Und zu Ihrer heiß geliebten Frau Mallwitz: sprechen Sie einmal mit den Musikern und vorallem mit den Sängerinnen und Sängern die mit ihr gearbeitet haben ...
Freitag, 08.März, 11:28 Uhr
Geschlechtertrennung?
Mairhofer
Warum man immer diese Trennung nun vornimmt und mit dieser Art der Berichterstattung ständig medial die Geschlechter als Konkurrenz sieht, wundert mich. Man sollte doch lieber sehen, was am Ende eines Lebens wichtig ist: Familie, Glück u.s.w.
@Suggia: Geht es Ihnen um die Qualität oder um Frauen? Hauptsache die Artikel sind brauchbar, mir ist es gleich, wer auch immer das schreibt, solange es gut ist. Das ist wohl das, was man auch schnell als verbohrt und geschlechterkompetitive Betrachtung sieht bzw. als überschießende Innentendenz bezeichnet.

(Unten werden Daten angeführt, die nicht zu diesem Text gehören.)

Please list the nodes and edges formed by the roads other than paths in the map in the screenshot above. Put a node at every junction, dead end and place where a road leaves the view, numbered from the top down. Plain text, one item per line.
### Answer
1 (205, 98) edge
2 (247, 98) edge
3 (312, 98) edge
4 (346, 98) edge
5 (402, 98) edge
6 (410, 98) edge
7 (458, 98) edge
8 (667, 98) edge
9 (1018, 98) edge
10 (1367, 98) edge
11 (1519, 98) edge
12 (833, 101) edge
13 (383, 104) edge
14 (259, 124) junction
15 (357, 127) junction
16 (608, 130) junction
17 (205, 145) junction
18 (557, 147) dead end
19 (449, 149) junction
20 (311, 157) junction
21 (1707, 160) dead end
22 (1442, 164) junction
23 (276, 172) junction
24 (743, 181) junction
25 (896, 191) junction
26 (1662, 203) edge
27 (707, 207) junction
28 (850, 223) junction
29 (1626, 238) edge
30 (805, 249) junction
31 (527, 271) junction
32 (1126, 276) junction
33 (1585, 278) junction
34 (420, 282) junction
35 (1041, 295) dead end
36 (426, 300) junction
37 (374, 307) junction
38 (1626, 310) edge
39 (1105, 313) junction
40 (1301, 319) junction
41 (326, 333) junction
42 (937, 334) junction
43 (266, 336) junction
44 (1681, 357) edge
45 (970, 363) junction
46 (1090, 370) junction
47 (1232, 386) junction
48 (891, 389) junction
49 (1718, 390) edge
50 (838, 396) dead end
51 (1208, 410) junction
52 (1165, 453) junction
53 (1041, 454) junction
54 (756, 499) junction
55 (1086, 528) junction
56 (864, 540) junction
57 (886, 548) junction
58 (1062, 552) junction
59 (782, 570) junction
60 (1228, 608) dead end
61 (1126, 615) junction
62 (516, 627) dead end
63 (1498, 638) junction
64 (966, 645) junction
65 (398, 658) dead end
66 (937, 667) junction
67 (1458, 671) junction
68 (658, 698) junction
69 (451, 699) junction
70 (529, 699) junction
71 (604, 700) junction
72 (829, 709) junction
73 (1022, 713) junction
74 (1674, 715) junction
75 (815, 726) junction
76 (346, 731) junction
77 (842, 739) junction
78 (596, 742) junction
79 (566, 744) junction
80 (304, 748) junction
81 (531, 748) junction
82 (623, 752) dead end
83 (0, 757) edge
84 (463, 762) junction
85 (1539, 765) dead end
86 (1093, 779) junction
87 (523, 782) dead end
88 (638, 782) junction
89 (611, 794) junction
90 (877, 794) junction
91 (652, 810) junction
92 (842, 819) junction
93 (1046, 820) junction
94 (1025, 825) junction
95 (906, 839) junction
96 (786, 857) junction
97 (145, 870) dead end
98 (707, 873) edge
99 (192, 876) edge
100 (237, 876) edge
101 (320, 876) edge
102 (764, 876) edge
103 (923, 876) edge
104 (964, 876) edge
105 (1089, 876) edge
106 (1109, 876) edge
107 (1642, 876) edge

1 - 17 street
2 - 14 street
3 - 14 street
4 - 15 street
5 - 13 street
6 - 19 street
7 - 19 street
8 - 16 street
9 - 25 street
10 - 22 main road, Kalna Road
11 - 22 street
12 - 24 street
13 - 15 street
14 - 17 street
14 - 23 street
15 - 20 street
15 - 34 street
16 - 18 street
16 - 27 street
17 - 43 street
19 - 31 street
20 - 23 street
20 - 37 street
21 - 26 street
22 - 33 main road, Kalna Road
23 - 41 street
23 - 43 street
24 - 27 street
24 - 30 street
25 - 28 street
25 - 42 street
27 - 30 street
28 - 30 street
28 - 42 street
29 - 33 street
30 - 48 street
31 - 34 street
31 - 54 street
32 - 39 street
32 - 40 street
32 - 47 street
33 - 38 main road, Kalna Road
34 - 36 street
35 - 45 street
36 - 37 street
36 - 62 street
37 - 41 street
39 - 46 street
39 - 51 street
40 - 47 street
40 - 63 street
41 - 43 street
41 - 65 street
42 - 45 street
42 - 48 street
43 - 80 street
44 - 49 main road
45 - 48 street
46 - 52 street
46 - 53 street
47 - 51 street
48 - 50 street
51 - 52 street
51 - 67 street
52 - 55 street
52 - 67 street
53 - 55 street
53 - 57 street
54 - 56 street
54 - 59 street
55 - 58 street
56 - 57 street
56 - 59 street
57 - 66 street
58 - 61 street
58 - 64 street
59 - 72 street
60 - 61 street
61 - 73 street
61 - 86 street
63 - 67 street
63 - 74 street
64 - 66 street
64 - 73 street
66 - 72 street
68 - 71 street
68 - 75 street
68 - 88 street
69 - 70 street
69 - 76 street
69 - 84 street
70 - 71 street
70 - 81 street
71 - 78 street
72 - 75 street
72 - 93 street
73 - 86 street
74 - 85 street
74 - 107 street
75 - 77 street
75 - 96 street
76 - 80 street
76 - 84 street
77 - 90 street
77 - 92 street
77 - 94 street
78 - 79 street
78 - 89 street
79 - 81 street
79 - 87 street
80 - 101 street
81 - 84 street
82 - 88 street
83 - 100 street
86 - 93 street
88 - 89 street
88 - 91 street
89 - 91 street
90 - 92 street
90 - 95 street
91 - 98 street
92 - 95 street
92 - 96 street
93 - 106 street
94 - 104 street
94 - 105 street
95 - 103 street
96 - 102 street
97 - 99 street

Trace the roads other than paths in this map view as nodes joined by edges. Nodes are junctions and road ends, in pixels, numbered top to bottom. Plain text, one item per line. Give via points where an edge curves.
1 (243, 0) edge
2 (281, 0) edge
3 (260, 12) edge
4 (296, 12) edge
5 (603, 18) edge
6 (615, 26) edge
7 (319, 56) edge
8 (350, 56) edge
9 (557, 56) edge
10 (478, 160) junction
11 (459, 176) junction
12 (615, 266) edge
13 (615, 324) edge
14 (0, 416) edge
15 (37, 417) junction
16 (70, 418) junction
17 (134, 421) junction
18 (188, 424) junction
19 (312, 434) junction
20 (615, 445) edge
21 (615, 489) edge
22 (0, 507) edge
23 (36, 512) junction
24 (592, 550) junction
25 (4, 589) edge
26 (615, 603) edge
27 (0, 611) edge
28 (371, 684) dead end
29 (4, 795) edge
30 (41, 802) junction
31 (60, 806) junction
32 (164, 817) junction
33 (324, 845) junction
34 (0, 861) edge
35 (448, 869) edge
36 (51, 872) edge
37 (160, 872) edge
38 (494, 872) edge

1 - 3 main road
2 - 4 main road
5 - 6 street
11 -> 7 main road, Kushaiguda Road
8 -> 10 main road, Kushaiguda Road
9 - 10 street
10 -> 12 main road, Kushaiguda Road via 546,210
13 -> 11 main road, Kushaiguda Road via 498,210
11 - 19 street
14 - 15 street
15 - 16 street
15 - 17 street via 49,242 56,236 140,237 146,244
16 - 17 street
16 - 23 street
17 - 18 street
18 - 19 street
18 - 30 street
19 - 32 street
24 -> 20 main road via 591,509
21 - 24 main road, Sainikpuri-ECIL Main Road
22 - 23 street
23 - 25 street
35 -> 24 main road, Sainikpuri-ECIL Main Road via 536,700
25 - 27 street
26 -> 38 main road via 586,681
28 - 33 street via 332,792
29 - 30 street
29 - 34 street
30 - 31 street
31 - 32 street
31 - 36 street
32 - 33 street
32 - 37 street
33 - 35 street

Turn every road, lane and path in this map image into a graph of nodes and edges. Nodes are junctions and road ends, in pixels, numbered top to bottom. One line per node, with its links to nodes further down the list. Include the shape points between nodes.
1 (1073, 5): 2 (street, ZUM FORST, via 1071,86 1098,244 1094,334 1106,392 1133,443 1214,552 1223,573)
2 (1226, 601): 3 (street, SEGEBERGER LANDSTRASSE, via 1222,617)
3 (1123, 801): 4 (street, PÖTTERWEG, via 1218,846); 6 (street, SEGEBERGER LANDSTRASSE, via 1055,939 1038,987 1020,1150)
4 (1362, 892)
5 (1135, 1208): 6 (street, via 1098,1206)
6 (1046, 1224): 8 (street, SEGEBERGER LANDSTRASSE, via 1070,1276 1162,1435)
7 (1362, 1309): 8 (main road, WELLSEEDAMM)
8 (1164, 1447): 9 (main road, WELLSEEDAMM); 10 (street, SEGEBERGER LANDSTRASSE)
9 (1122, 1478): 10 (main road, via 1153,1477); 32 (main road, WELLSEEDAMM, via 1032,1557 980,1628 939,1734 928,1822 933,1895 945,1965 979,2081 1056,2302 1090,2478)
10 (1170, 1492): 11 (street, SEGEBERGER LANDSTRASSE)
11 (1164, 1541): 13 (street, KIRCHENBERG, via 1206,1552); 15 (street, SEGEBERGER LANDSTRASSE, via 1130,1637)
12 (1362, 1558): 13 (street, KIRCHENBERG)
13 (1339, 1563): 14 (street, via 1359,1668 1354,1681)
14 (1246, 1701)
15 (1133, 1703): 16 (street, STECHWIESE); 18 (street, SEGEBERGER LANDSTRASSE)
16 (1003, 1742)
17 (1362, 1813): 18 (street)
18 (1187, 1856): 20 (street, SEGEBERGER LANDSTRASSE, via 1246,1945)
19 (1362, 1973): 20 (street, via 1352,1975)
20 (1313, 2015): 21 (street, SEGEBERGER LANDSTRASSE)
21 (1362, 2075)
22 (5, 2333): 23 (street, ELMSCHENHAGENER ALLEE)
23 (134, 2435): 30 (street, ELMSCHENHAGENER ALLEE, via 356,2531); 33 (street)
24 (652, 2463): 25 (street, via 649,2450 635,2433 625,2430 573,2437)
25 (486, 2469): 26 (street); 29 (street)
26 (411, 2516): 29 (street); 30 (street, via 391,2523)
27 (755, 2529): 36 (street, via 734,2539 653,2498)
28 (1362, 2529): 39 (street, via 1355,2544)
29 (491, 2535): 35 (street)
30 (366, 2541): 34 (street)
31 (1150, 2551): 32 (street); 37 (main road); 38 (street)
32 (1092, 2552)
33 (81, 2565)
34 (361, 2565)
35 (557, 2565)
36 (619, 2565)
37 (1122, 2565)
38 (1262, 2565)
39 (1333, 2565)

Freitag, 08.März, 08:49 Uhr
Suggia
Und wo bleiben die Frauen in der Musikkritik?
Mir fällt auf, dass alle immer von Dirigentinnen, Musikerinnen und Komponistinnen reden. Aber niemand über deren Unterrepräsentiertheit in den Medien. Die Fachredakteure im Feuilleton für Musik und Oper sind immer noch überwiegend Männer, die behalten ihre Domäne für sich. Ob FAZ, Süddeutsche, Münchner Merkur, Tagesspiegel oder die Welt: überall dasselbe Bild. Nur die ZEIT hat mit Lemke Matwey und die FR mit Judith von Sternburg eine Alibifrau an der Spitze. Ansonsten kommen Frauen als Kritikerinnen nur am Rande vor. Sehr schade. Sie sind halt auch nicht so gut vernetzt wie schwule Opernfreaks. Im Radio ist es zwar ein bisschen besser, aber auch hier behaupten sich vorzugsweise Männer wie allem voran Jörn Florian Fuchs, Uwe Friedrich und Christoph Vratz als die großen Platzhirsche…
Freitag, 08.März, 06:55 Uhr
Steffen
Eine merkwürdige Schere
Immer mehr Frauen bei den Interpreten. Gleichzeitig dürfte die gesellschaftliche Aufmerksamkeit der klassischen Musik in den letzten fünfzig Jahren radikal abgenommen haben.
Wenn man diese beiden Trend also weiterspinnt, dürften in fünfzig Jahren die Frauen bei den Interpreten der (von Männern geschaffenen) Werke der Klassik dominieren, aber kein Hahn kräht danach.
Tolle Aussichten!
Donnerstag, 07.März, 22:47 Uhr
Trappe
Relativierung
Ein Problem ist die Schwangerschaft in Orchestern, dies bedeutet mehr Dienst für die Kollegen. Das ist einfach ein wertfreier Fakt. Natürlich nichts, was medial wertfrei diskutiert werden wird.
Wenn die Frauen besser werden, wird es auch mehr Frauen an Dirigentenpulten geben. Umgekehrt ist aufgrund der Quote manche Frau schon bei großen Orchestern am Werk, die ein Mann in vergleichbarer Position nicht erhalten hätte (Konzerthaus Berlin).